→ The task
Take the records below and copy them exactly.
[[ Material for this exercise open ]]
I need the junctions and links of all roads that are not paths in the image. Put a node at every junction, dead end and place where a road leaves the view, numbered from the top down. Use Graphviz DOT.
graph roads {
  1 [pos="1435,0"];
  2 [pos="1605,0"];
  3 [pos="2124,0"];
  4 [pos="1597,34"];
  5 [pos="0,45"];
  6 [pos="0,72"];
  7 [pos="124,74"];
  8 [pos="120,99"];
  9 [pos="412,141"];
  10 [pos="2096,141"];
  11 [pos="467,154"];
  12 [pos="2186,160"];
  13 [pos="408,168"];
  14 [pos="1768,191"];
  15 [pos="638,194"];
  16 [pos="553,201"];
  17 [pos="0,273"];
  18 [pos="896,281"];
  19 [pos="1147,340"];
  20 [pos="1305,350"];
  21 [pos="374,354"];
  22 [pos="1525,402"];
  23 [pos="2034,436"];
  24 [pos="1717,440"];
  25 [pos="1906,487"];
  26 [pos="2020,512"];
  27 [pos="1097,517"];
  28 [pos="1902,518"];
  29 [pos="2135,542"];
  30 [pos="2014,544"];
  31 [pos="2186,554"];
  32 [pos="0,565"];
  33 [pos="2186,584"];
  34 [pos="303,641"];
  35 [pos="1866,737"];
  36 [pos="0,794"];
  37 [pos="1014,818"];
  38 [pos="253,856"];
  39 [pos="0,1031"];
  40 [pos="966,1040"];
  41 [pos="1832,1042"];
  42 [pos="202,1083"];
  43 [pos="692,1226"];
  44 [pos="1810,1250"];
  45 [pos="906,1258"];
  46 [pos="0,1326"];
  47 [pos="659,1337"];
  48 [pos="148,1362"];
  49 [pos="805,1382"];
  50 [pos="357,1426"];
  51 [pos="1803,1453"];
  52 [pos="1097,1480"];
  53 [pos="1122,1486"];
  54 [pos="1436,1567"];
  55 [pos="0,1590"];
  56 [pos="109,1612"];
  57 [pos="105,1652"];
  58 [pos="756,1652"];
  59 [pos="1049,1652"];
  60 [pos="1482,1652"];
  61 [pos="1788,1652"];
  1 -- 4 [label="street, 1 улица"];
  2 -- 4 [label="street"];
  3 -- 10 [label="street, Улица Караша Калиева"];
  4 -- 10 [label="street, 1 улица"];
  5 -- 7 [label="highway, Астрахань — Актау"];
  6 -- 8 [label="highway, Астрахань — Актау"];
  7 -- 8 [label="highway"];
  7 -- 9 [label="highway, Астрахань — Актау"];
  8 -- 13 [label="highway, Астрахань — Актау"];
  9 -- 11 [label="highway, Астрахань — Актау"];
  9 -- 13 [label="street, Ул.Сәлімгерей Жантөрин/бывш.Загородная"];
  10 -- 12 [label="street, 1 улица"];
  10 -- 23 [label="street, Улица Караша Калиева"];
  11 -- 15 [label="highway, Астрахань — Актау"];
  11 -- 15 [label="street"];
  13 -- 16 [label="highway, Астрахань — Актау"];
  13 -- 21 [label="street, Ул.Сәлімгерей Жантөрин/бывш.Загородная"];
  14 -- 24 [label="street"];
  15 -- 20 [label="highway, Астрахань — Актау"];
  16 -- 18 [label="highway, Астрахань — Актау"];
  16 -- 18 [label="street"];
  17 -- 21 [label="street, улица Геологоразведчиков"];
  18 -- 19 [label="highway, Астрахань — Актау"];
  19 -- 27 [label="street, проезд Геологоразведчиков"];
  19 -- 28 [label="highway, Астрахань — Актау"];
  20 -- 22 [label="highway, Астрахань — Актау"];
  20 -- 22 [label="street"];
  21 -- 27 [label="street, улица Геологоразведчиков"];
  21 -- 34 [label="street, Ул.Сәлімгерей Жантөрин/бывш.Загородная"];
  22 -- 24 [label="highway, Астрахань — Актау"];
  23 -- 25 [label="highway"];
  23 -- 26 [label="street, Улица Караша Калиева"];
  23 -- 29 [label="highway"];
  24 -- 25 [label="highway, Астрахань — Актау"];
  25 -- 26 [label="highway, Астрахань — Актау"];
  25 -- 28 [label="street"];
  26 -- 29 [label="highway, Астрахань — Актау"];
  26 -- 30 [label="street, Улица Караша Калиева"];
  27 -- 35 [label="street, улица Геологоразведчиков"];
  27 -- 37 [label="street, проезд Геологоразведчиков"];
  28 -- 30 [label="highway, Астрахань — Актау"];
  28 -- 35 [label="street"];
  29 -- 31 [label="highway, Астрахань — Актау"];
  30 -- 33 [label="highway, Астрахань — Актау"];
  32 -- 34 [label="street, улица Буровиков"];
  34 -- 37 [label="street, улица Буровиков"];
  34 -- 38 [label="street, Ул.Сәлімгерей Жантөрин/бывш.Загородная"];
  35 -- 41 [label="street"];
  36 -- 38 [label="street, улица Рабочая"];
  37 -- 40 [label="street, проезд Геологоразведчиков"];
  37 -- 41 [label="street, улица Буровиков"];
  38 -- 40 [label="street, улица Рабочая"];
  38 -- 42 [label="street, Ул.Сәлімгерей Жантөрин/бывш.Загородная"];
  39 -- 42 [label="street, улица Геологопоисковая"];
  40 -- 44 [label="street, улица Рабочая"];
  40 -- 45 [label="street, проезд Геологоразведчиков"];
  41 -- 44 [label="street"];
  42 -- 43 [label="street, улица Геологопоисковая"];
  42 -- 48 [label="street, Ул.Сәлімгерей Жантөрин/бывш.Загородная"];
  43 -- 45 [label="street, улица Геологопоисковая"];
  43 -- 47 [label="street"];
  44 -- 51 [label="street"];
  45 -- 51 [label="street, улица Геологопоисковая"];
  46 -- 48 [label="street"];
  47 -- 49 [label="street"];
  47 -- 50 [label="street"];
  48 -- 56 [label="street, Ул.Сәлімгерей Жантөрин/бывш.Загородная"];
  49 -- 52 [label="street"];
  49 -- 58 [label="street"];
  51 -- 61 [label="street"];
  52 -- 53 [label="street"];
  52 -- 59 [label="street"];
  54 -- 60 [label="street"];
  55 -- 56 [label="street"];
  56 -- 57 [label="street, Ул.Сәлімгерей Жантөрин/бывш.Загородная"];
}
[[ Material for this exercise closed ]]
→ Reply
I need the junctions and links of all roads that are not paths in the image. Put a node at every junction, dead end and place where a road leaves the view, numbered from the top down. Use Graphviz DOT.
graph roads {
  1 [pos="1435,0"];
  2 [pos="1605,0"];
  3 [pos="2124,0"];
  4 [pos="1597,34"];
  5 [pos="0,45"];
  6 [pos="0,72"];
  7 [pos="124,74"];
  8 [pos="120,99"];
  9 [pos="412,141"];
  10 [pos="2096,141"];
  11 [pos="467,154"];
  12 [pos="2186,160"];
  13 [pos="408,168"];
  14 [pos="1768,191"];
  15 [pos="638,194"];
  16 [pos="553,201"];
  17 [pos="0,273"];
  18 [pos="896,281"];
  19 [pos="1147,340"];
  20 [pos="1305,350"];
  21 [pos="374,354"];
  22 [pos="1525,402"];
  23 [pos="2034,436"];
  24 [pos="1717,440"];
  25 [pos="1906,487"];
  26 [pos="2020,512"];
  27 [pos="1097,517"];
  28 [pos="1902,518"];
  29 [pos="2135,542"];
  30 [pos="2014,544"];
  31 [pos="2186,554"];
  32 [pos="0,565"];
  33 [pos="2186,584"];
  34 [pos="303,641"];
  35 [pos="1866,737"];
  36 [pos="0,794"];
  37 [pos="1014,818"];
  38 [pos="253,856"];
  39 [pos="0,1031"];
  40 [pos="966,1040"];
  41 [pos="1832,1042"];
  42 [pos="202,1083"];
  43 [pos="692,1226"];
  44 [pos="1810,1250"];
  45 [pos="906,1258"];
  46 [pos="0,1326"];
  47 [pos="659,1337"];
  48 [pos="148,1362"];
  49 [pos="805,1382"];
  50 [pos="357,1426"];
  51 [pos="1803,1453"];
  52 [pos="1097,1480"];
  53 [pos="1122,1486"];
  54 [pos="1436,1567"];
  55 [pos="0,1590"];
  56 [pos="109,1612"];
  57 [pos="105,1652"];
  58 [pos="756,1652"];
  59 [pos="1049,1652"];
  60 [pos="1482,1652"];
  61 [pos="1788,1652"];
  1 -- 4 [label="street, 1 улица"];
  2 -- 4 [label="street"];
  3 -- 10 [label="street, Улица Караша Калиева"];
  4 -- 10 [label="street, 1 улица"];
  5 -- 7 [label="highway, Астрахань — Актау"];
  6 -- 8 [label="highway, Астрахань — Актау"];
  7 -- 8 [label="highway"];
  7 -- 9 [label="highway, Астрахань — Актау"];
  8 -- 13 [label="highway, Астрахань — Актау"];
  9 -- 11 [label="highway, Астрахань — Актау"];
  9 -- 13 [label="street, Ул.Сәлімгерей Жантөрин/бывш.Загородная"];
  10 -- 12 [label="street, 1 улица"];
  10 -- 23 [label="street, Улица Караша Калиева"];
  11 -- 15 [label="highway, Астрахань — Актау"];
  11 -- 15 [label="street"];
  13 -- 16 [label="highway, Астрахань — Актау"];
  13 -- 21 [label="street, Ул.Сәлімгерей Жантөрин/бывш.Загородная"];
  14 -- 24 [label="street"];
  15 -- 20 [label="highway, Астрахань — Актау"];
  16 -- 18 [label="highway, Астрахань — Актау"];
  16 -- 18 [label="street"];
  17 -- 21 [label="street, улица Геологоразведчиков"];
  18 -- 19 [label="highway, Астрахань — Актау"];
  19 -- 27 [label="street, проезд Геологоразведчиков"];
  19 -- 28 [label="highway, Астрахань — Актау"];
  20 -- 22 [label="highway, Астрахань — Актау"];
  20 -- 22 [label="street"];
  21 -- 27 [label="street, улица Геологоразведчиков"];
  21 -- 34 [label="street, Ул.Сәлімгерей Жантөрин/бывш.Загородная"];
  22 -- 24 [label="highway, Астрахань — Актау"];
  23 -- 25 [label="highway"];
  23 -- 26 [label="street, Улица Караша Калиева"];
  23 -- 29 [label="highway"];
  24 -- 25 [label="highway, Астрахань — Актау"];
  25 -- 26 [label="highway, Астрахань — Актау"];
  25 -- 28 [label="street"];
  26 -- 29 [label="highway, Астрахань — Актау"];
  26 -- 30 [label="street, Улица Караша Калиева"];
  27 -- 35 [label="street, улица Геологоразведчиков"];
  27 -- 37 [label="street, проезд Геологоразведчиков"];
  28 -- 30 [label="highway, Астрахань — Актау"];
  28 -- 35 [label="street"];
  29 -- 31 [label="highway, Астрахань — Актау"];
  30 -- 33 [label="highway, Астрахань — Актау"];
  32 -- 34 [label="street, улица Буровиков"];
  34 -- 37 [label="street, улица Буровиков"];
  34 -- 38 [label="street, Ул.Сәлімгерей Жантөрин/бывш.Загородная"];
  35 -- 41 [label="street"];
  36 -- 38 [label="street, улица Рабочая"];
  37 -- 40 [label="street, проезд Геологоразведчиков"];
  37 -- 41 [label="street, улица Буровиков"];
  38 -- 40 [label="street, улица Рабочая"];
  38 -- 42 [label="street, Ул.Сәлімгерей Жантөрин/бывш.Загородная"];
  39 -- 42 [label="street, улица Геологопоисковая"];
  40 -- 44 [label="street, улица Рабочая"];
  40 -- 45 [label="street, проезд Геологоразведчиков"];
  41 -- 44 [label="street"];
  42 -- 43 [label="street, улица Геологопоисковая"];
  42 -- 48 [label="street, Ул.Сәлімгерей Жантөрин/бывш.Загородная"];
  43 -- 45 [label="street, улица Геологопоисковая"];
  43 -- 47 [label="street"];
  44 -- 51 [label="street"];
  45 -- 51 [label="street, улица Геологопоисковая"];
  46 -- 48 [label="street"];
  47 -- 49 [label="street"];
  47 -- 50 [label="street"];
  48 -- 56 [label="street, Ул.Сәлімгерей Жантөрин/бывш.Загородная"];
  49 -- 52 [label="street"];
  49 -- 58 [label="street"];
  51 -- 61 [label="street"];
  52 -- 53 [label="street"];
  52 -- 59 [label="street"];
  54 -- 60 [label="street"];
  55 -- 56 [label="street"];
  56 -- 57 [label="street, Ул.Сәлімгерей Жантөрин/бывш.Загородная"];
}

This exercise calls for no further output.